CSSLab / maia-chess

Maia is a human-like neural network chess engine trained on millions of human games.
https://maiachess.com
GNU General Public License v3.0
964 stars 121 forks source link

How to convert the .gz files made by trainingdata-tool into tensors? #70

Closed EaswarGn closed 2 months ago

EaswarGn commented 2 months ago

I used trainindata-tool to convert many pgn games into an input format for lc0. The output was a bunch of .gz files, how would I convert these into tensors that I can use to train the model?

Thanks

reidmcy commented 2 months ago

There isn't a direct way to convert since the whole point of the .gz files is that they are fast to load during training. They contain the games as an array of vectors. The conversion is done in parallel during training since we do batched training. You can look at the function extract_inputs_outputs() (https://github.com/CSSLab/maia-chess/blob/master/move_prediction/train_maia.py#L139) as that is where the files are made into tensors for the conversion code, but again it's not a one to one conversion.
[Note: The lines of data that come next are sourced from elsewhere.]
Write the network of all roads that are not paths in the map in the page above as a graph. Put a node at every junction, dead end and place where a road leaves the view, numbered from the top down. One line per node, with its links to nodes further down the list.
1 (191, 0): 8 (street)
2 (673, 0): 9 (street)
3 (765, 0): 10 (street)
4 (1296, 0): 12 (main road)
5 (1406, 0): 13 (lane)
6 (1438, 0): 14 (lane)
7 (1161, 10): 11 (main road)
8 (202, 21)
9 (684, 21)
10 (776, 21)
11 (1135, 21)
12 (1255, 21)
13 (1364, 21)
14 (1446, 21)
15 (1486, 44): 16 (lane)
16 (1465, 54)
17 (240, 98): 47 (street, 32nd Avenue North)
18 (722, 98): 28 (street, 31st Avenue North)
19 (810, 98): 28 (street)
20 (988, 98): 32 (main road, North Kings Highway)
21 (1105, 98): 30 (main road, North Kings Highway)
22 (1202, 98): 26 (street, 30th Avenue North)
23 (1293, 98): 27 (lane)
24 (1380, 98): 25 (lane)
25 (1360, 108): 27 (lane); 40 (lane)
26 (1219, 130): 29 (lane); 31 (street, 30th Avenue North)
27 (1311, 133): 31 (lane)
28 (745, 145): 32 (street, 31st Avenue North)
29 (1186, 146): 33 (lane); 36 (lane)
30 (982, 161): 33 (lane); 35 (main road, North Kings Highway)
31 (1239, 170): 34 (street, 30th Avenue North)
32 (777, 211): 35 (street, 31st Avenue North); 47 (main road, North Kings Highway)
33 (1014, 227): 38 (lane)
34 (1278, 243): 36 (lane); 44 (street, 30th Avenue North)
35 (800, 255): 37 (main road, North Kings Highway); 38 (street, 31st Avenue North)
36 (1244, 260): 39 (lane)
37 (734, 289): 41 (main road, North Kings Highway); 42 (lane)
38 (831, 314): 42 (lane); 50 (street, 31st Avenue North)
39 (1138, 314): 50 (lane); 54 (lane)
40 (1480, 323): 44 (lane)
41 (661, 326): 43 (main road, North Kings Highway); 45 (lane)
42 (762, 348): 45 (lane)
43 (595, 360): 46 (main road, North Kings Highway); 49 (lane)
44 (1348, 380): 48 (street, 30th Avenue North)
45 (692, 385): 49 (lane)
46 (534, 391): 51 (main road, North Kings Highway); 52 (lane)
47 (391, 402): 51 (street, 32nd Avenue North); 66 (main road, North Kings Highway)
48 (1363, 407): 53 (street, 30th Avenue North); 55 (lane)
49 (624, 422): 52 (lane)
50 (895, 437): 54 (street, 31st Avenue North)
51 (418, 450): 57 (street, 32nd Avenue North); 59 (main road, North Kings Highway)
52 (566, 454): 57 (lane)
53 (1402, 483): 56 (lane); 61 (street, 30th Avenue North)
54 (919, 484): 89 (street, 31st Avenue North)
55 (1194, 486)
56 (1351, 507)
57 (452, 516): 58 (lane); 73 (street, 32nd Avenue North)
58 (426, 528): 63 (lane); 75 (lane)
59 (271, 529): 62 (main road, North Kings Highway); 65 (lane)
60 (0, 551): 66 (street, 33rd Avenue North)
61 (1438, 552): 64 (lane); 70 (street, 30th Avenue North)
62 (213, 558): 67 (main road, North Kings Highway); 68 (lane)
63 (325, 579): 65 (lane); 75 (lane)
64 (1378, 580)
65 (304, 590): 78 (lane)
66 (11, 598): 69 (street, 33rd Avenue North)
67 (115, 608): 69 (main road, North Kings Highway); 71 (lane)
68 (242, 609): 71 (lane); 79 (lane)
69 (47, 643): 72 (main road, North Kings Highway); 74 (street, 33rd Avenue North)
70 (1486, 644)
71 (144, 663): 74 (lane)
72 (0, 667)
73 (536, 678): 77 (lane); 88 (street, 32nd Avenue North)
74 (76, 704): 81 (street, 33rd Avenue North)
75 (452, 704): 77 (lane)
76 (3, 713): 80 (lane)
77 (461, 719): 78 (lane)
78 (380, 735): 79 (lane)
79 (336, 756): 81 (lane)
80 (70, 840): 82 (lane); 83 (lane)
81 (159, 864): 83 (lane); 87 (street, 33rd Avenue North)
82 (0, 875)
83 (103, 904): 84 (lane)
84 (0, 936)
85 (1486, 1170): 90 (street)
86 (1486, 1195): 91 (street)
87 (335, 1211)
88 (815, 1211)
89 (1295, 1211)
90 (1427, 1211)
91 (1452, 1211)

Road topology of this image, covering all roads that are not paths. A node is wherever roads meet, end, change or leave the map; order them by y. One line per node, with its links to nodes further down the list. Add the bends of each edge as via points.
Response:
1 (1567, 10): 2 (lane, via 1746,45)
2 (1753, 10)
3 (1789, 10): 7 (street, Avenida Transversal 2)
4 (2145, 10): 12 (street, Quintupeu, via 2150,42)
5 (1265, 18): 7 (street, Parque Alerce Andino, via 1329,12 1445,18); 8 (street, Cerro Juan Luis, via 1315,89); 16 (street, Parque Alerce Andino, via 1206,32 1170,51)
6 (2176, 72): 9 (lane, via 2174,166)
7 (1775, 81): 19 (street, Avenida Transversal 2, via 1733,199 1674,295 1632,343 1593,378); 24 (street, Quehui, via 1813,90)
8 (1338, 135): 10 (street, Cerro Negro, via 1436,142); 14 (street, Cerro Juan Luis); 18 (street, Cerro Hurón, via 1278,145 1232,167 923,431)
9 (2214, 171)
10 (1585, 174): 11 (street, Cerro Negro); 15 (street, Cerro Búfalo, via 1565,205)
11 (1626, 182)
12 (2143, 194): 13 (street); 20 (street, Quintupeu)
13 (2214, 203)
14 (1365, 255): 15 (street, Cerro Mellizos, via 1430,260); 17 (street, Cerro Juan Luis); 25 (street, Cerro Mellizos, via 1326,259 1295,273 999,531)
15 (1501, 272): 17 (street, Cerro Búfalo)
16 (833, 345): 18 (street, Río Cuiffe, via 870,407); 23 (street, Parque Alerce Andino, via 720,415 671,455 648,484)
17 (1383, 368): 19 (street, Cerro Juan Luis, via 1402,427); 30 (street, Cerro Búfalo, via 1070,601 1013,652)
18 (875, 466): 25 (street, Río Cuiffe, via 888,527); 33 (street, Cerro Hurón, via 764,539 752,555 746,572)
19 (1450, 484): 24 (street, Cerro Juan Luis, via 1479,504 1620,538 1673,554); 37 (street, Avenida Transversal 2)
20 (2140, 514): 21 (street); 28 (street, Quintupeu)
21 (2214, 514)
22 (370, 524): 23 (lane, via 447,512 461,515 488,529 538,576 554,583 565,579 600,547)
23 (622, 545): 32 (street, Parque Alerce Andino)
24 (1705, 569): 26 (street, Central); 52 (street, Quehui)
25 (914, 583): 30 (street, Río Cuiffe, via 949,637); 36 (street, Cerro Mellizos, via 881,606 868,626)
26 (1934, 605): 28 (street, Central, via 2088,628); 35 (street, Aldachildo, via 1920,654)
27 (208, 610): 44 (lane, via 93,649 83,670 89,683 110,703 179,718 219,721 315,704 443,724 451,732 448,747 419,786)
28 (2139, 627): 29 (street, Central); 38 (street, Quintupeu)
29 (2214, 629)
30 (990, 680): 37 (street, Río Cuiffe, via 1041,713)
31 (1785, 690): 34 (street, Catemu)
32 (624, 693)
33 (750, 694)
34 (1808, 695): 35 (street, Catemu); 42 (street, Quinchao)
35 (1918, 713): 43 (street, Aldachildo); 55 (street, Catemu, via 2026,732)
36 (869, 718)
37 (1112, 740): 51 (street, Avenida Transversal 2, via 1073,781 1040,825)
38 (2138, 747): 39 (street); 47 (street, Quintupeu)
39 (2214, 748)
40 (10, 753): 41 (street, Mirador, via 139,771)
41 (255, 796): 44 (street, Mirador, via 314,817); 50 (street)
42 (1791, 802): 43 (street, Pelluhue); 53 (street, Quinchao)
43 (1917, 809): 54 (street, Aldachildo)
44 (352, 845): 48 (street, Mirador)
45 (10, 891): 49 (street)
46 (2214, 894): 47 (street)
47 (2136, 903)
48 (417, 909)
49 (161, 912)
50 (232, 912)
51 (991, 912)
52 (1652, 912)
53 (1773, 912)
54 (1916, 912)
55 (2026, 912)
EaswarGn commented 2 months ago

I tried running that function on just one of the .gz files that was generated by trainingdata-tool. But I keep getting this error: Traceback (most recent call last): File "/Users/easwar/Downloads/inputs/test.py", line 69, in <module> decode_gz_file('supervised-0/game_000000.gz') File "/Users/easwar/Downloads/inputs/test.py", line 54, in decode_gz_file print(extract_inputs_outputs(combined_content)) ^^^^^^^^^^^^^^^^^^^^^^^^^^^^^^^^^^^^^^^^ File "/Users/easwar/Downloads/inputs/test.py", line 19, in extract_inputs_outputs unit_planes = tf.cast(tf.tile(unit_planes, [1, 1, 8, 8]), tf.float32) ^^^^^^^^^^^^^^^^^^^^^^^^^^^^^^^^^^ File "/opt/anaconda3/lib/python3.12/site-packages/tensorflow/python/ops/gen_array_ops.py", line 12043, in tile return tile_eager_fallback( ^^^^^^^^^^^^^^^^^^^^ File "/opt/anaconda3/lib/python3.12/site-packages/tensorflow/python/ops/gen_array_ops.py", line 12089, in tile_eager_fallback _result = _execute.execute(b"Tile", 1, inputs=_inputs_flat, attrs=_attrs, ^^^^^^^^^^^^^^^^^^^^^^^^^^^^^^^^^^^^^^^^^^^^^^^^^^^^^^^^^^^^^^^ File "/opt/anaconda3/lib/python3.12/site-packages/tensorflow/python/eager/execute.py", line 53, in quick_execute tensors = pywrap_tfe.TFE_Py_Execute(ctx._handle, device_name, op_name, ^^^^^^^^^^^^^^^^^^^^^^^^^^^^^^^^^^^^^^^^^^^^^^^^^^^^^^^^^^^^ tensorflow.python.framework.errors_impl.InvalidArgumentError: {{function_node __wrapped__Tile_device_/job:localhost/replica:0/task:0/device:CPU:0}} Expected multiples argument to be a vector of length 3 but got length 4 [Op:Tile]

is there anything that is wrong with my process?

reidmcy commented 2 months ago

The function doesn't take in a path. You will need to read the code, understand, and modify the code. There is no function that does what you want in the published code. That function is just the best starting point. If you just want to do fine tuning than look at the maia individual code release as that has fine tuning code, or you can just follow the readme on this repo.